Saved entries
----------

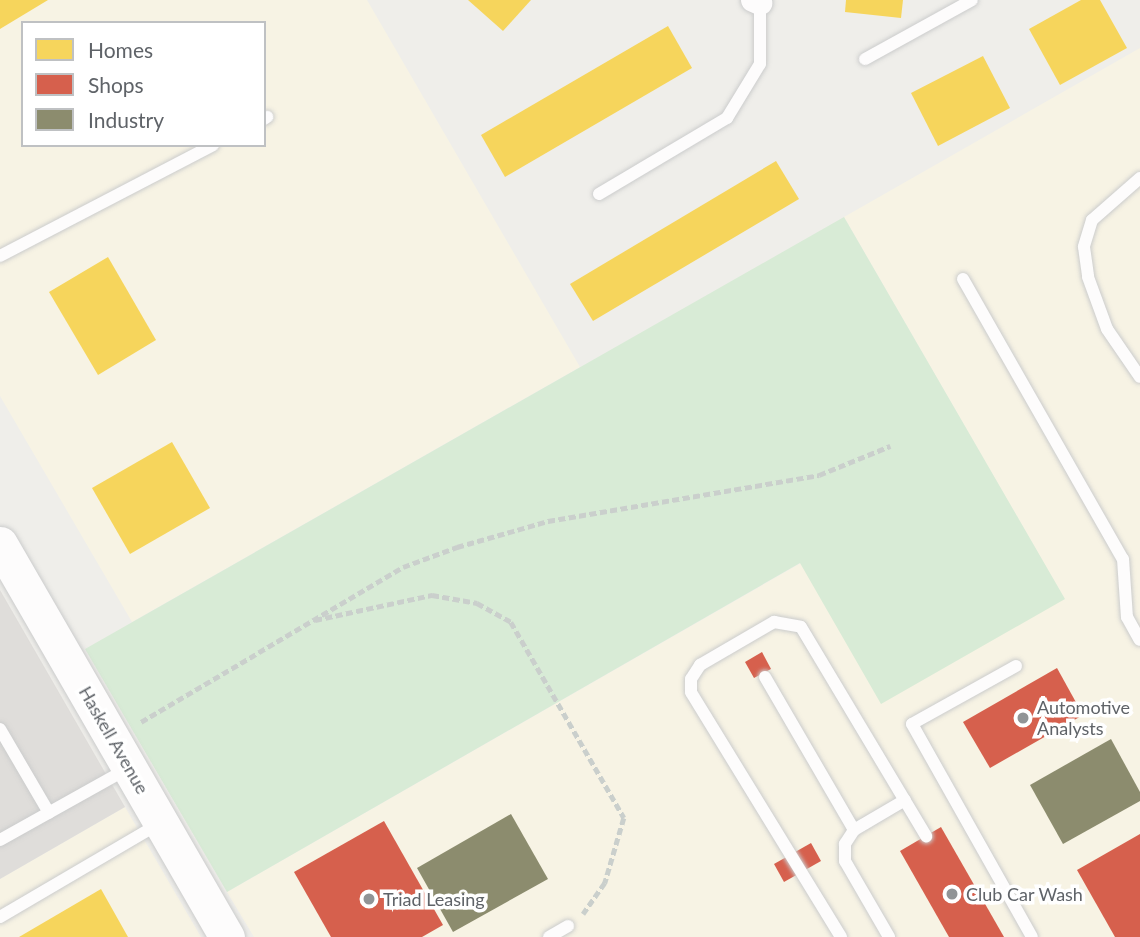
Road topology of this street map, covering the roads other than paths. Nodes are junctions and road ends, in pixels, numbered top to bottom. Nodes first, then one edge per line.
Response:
1 (972, 0) edge
2 (757, 1) edge
3 (866, 59) dead end
4 (209, 147) edge
5 (1140, 178) edge
6 (598, 194) dead end
7 (0, 256) edge
8 (963, 279) dead end
9 (1140, 377) edge
10 (0, 544) edge
11 (1140, 640) edge
12 (1016, 666) dead end
13 (765, 677) dead end
14 (1, 733) edge
15 (122, 753) junction
16 (905, 800) junction
17 (49, 813) junction
18 (162, 822) junction
19 (854, 830) junction
20 (926, 836) dead end
21 (0, 840) edge
22 (0, 917) edge
23 (568, 926) road end
24 (227, 937) edge
25 (549, 937) edge
26 (841, 937) edge
27 (889, 937) edge
28 (1032, 937) edge

1 - 3 lane
2 - 6 lane
4 - 7 lane
5 - 9 lane
8 - 11 lane
10 - 15 main road, Haskell Avenue
12 - 28 lane
13 - 19 lane
14 - 17 lane
15 - 17 lane
15 - 18 main road, Haskell Avenue
16 - 19 lane
16 - 20 lane
16 - 26 lane
17 - 21 lane
18 - 22 lane
18 - 24 main road, Haskell Avenue
19 - 27 lane
23 - 25 lane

----------

• _EXERCISE PROMPT_: Print each of the records above exactly as written, leaving no picture in the copy.

• _EXERCISE SOLUTION_:
Road topology of this street map, covering the roads other than paths. Nodes are junctions and road ends, in pixels, numbered top to bottom. Nodes first, then one edge per line.
Response:
1 (972, 0) edge
2 (757, 1) edge
3 (866, 59) dead end
4 (209, 147) edge
5 (1140, 178) edge
6 (598, 194) dead end
7 (0, 256) edge
8 (963, 279) dead end
9 (1140, 377) edge
10 (0, 544) edge
11 (1140, 640) edge
12 (1016, 666) dead end
13 (765, 677) dead end
14 (1, 733) edge
15 (122, 753) junction
16 (905, 800) junction
17 (49, 813) junction
18 (162, 822) junction
19 (854, 830) junction
20 (926, 836) dead end
21 (0, 840) edge
22 (0, 917) edge
23 (568, 926) road end
24 (227, 937) edge
25 (549, 937) edge
26 (841, 937) edge
27 (889, 937) edge
28 (1032, 937) edge

1 - 3 lane
2 - 6 lane
4 - 7 lane
5 - 9 lane
8 - 11 lane
10 - 15 main road, Haskell Avenue
12 - 28 lane
13 - 19 lane
14 - 17 lane
15 - 17 lane
15 - 18 main road, Haskell Avenue
16 - 19 lane
16 - 20 lane
16 - 26 lane
17 - 21 lane
18 - 22 lane
18 - 24 main road, Haskell Avenue
19 - 27 lane
23 - 25 lane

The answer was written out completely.